■ PROBLEM DETAILS
For the entries that appear below, write out the exact text and omit the pictures.

==============================

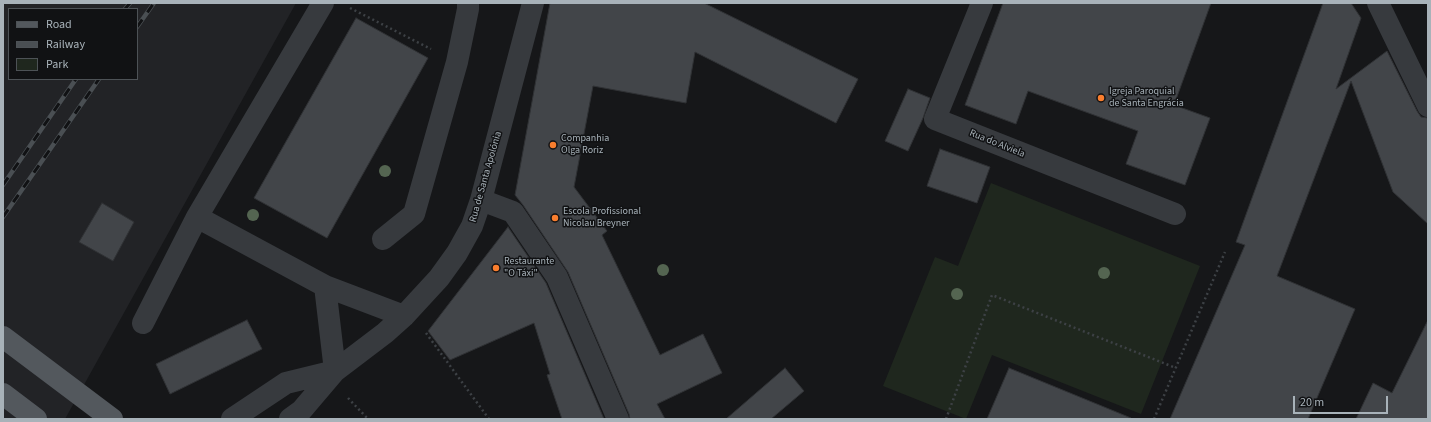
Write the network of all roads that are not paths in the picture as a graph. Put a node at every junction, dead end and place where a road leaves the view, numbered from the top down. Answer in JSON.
{"nodes":[{"id":1,"x":323,"y":3,"type":"edge"},
{"id":2,"x":468,"y":3,"type":"edge"},
{"id":3,"x":533,"y":3,"type":"edge"},
{"id":4,"x":982,"y":3,"type":"edge"},
{"id":5,"x":1378,"y":3,"type":"edge"},
{"id":6,"x":1428,"y":106,"type":"edge"},
{"id":7,"x":481,"y":200,"type":"junction"},
{"id":8,"x":1175,"y":214,"type":"dead end"},
{"id":9,"x":197,"y":218,"type":"junction"},
{"id":10,"x":383,"y":239,"type":"dead end"},
{"id":11,"x":326,"y":286,"type":"junction"},
{"id":12,"x":404,"y":316,"type":"junction"},
{"id":13,"x":143,"y":323,"type":"dead end"},
{"id":14,"x":3,"y":337,"type":"edge"},
{"id":15,"x":335,"y":371,"type":"junction"},
{"id":16,"x":3,"y":394,"type":"edge"},
{"id":17,"x":36,"y":419,"type":"edge"},
{"id":18,"x":112,"y":419,"type":"edge"},
{"id":19,"x":232,"y":419,"type":"edge"},
{"id":20,"x":290,"y":419,"type":"edge"},
{"id":21,"x":618,"y":419,"type":"edge"}],
"edges":[{"from":1,"to":9,"type":"street"},
{"from":2,"to":10,"type":"street"},
{"from":3,"to":7,"type":"street","name":"Rua de Santa Apolónia"},
{"from":4,"to":8,"type":"street","name":"Rua do Alviela"},
{"from":5,"to":6,"type":"street"},
{"from":7,"to":12,"type":"street","name":"Rua de Santa Apolónia"},
{"from":7,"to":21,"type":"street"},
{"from":9,"to":11,"type":"street"},
{"from":9,"to":13,"type":"street"},
{"from":11,"to":12,"type":"street"},
{"from":11,"to":15,"type":"street"},
{"from":12,"to":15,"type":"street","name":"Rua de Santa Apolónia"},
{"from":14,"to":18,"type":"main road"},
{"from":15,"to":19,"type":"street"},
{"from":15,"to":20,"type":"street"},
{"from":16,"to":17,"type":"main road"}]}
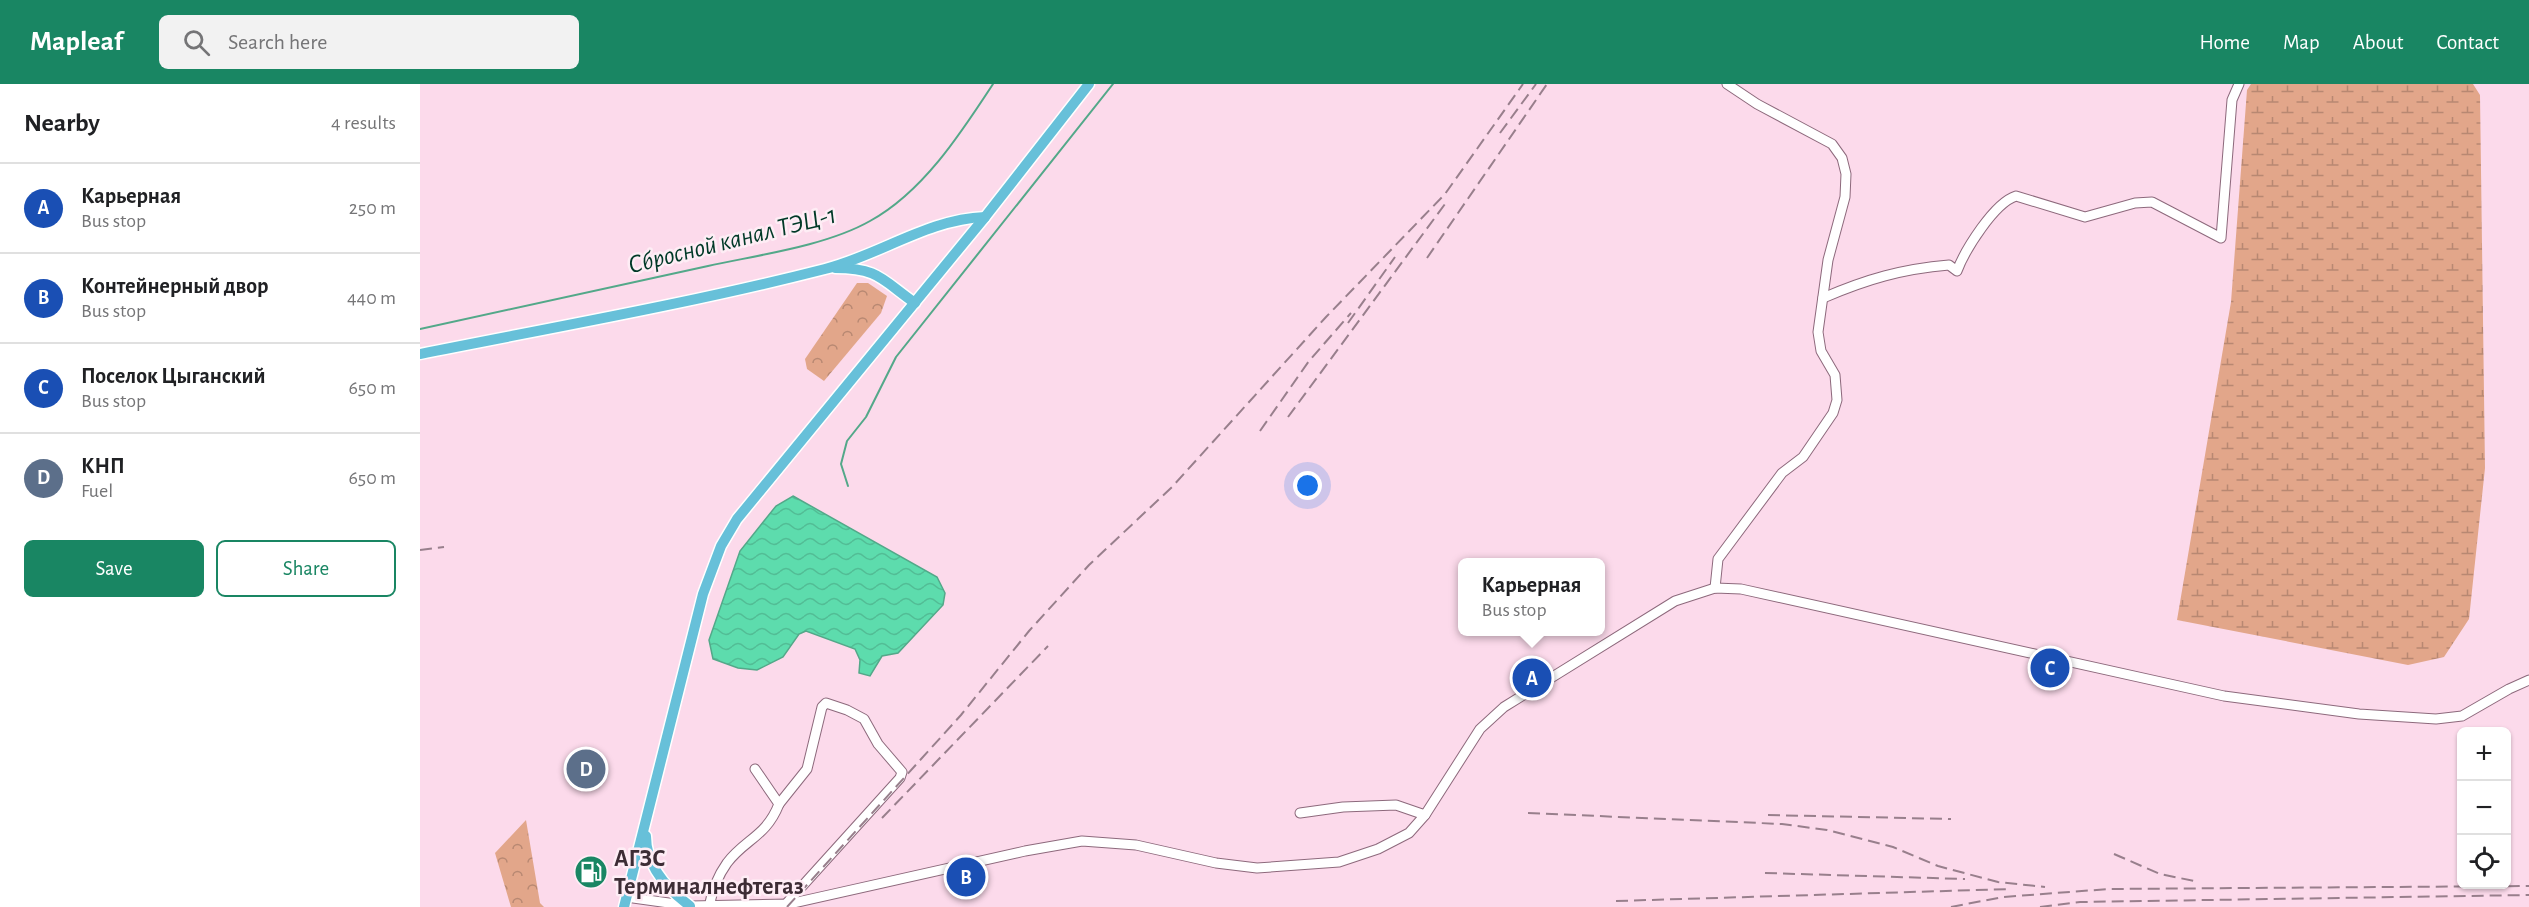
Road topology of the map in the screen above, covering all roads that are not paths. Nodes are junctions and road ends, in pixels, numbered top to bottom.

==============================

■ TASK RESPONSE
Write the network of all roads that are not paths in the picture as a graph. Put a node at every junction, dead end and place where a road leaves the view, numbered from the top down. Answer in JSON.
{"nodes":[{"id":1,"x":323,"y":3,"type":"edge"},
{"id":2,"x":468,"y":3,"type":"edge"},
{"id":3,"x":533,"y":3,"type":"edge"},
{"id":4,"x":982,"y":3,"type":"edge"},
{"id":5,"x":1378,"y":3,"type":"edge"},
{"id":6,"x":1428,"y":106,"type":"edge"},
{"id":7,"x":481,"y":200,"type":"junction"},
{"id":8,"x":1175,"y":214,"type":"dead end"},
{"id":9,"x":197,"y":218,"type":"junction"},
{"id":10,"x":383,"y":239,"type":"dead end"},
{"id":11,"x":326,"y":286,"type":"junction"},
{"id":12,"x":404,"y":316,"type":"junction"},
{"id":13,"x":143,"y":323,"type":"dead end"},
{"id":14,"x":3,"y":337,"type":"edge"},
{"id":15,"x":335,"y":371,"type":"junction"},
{"id":16,"x":3,"y":394,"type":"edge"},
{"id":17,"x":36,"y":419,"type":"edge"},
{"id":18,"x":112,"y":419,"type":"edge"},
{"id":19,"x":232,"y":419,"type":"edge"},
{"id":20,"x":290,"y":419,"type":"edge"},
{"id":21,"x":618,"y":419,"type":"edge"}],
"edges":[{"from":1,"to":9,"type":"street"},
{"from":2,"to":10,"type":"street"},
{"from":3,"to":7,"type":"street","name":"Rua de Santa Apolónia"},
{"from":4,"to":8,"type":"street","name":"Rua do Alviela"},
{"from":5,"to":6,"type":"street"},
{"from":7,"to":12,"type":"street","name":"Rua de Santa Apolónia"},
{"from":7,"to":21,"type":"street"},
{"from":9,"to":11,"type":"street"},
{"from":9,"to":13,"type":"street"},
{"from":11,"to":12,"type":"street"},
{"from":11,"to":15,"type":"street"},
{"from":12,"to":15,"type":"street","name":"Rua de Santa Apolónia"},
{"from":14,"to":18,"type":"main road"},
{"from":15,"to":19,"type":"street"},
{"from":15,"to":20,"type":"street"},
{"from":16,"to":17,"type":"main road"}]}
Road topology of the map in the screen above, covering all roads that are not paths. Nodes are junctions and road ends, in pixels, numbered top to bottom.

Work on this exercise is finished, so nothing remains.